(Exercise prompt) Copy every line from the records below that carries the word "const".

..............................

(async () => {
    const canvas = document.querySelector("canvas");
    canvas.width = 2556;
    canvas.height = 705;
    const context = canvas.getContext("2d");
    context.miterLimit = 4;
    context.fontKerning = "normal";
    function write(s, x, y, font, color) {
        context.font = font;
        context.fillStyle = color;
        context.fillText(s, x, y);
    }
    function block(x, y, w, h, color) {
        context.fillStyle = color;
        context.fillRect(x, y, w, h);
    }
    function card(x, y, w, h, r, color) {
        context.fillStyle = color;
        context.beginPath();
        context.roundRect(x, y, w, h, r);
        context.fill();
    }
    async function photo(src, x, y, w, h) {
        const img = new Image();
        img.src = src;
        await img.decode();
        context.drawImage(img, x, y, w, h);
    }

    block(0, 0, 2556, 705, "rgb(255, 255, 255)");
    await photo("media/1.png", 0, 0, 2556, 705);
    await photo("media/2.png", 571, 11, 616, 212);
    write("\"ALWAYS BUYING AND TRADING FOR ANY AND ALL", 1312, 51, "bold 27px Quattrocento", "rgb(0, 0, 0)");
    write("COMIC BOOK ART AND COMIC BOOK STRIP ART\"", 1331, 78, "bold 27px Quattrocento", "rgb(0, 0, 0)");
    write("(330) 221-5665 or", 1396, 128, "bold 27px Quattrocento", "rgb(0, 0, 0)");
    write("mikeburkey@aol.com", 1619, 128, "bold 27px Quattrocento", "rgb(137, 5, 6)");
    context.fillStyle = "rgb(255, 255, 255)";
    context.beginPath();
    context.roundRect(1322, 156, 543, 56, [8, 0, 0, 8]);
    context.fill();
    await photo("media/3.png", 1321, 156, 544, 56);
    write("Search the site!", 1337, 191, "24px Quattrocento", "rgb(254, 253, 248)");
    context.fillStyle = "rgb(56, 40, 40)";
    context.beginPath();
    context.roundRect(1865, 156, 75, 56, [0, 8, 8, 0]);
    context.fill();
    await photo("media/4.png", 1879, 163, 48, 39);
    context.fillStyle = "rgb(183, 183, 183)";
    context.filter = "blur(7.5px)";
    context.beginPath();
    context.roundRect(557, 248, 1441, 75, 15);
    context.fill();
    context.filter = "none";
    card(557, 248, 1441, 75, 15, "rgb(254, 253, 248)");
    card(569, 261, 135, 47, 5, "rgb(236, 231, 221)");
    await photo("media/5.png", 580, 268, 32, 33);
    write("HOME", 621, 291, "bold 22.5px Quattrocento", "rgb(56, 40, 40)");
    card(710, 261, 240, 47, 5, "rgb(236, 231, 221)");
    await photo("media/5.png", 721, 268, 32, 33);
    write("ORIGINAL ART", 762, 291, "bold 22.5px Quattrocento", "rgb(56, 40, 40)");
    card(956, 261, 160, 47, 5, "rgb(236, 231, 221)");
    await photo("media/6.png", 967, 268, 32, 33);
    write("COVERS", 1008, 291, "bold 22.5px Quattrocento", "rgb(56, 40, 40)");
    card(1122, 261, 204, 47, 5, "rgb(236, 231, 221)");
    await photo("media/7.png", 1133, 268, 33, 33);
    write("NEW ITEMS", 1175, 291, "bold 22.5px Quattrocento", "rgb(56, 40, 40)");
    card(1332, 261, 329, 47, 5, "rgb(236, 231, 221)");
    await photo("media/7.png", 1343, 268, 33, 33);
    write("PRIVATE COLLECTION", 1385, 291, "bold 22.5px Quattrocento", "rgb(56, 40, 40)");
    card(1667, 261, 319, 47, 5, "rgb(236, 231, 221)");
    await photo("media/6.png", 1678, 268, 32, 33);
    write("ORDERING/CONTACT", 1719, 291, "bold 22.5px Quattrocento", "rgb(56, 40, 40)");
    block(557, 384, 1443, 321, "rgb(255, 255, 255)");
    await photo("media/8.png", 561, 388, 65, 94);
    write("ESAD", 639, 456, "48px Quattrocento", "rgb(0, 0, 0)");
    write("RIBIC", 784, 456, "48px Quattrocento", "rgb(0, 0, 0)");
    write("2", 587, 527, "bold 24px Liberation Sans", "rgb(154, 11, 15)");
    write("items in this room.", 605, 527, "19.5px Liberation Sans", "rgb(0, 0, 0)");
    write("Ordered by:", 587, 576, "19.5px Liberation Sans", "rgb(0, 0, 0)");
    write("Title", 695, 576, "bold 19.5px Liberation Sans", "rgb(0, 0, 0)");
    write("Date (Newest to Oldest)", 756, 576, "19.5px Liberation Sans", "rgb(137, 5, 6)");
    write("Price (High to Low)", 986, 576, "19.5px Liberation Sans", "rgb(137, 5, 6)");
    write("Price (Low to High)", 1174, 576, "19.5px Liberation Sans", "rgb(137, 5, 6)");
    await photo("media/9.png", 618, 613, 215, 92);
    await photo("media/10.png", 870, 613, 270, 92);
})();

..............................

(Solution to the exercise)
    const canvas = document.querySelector("canvas");
    const context = canvas.getContext("2d");
        const img = new Image();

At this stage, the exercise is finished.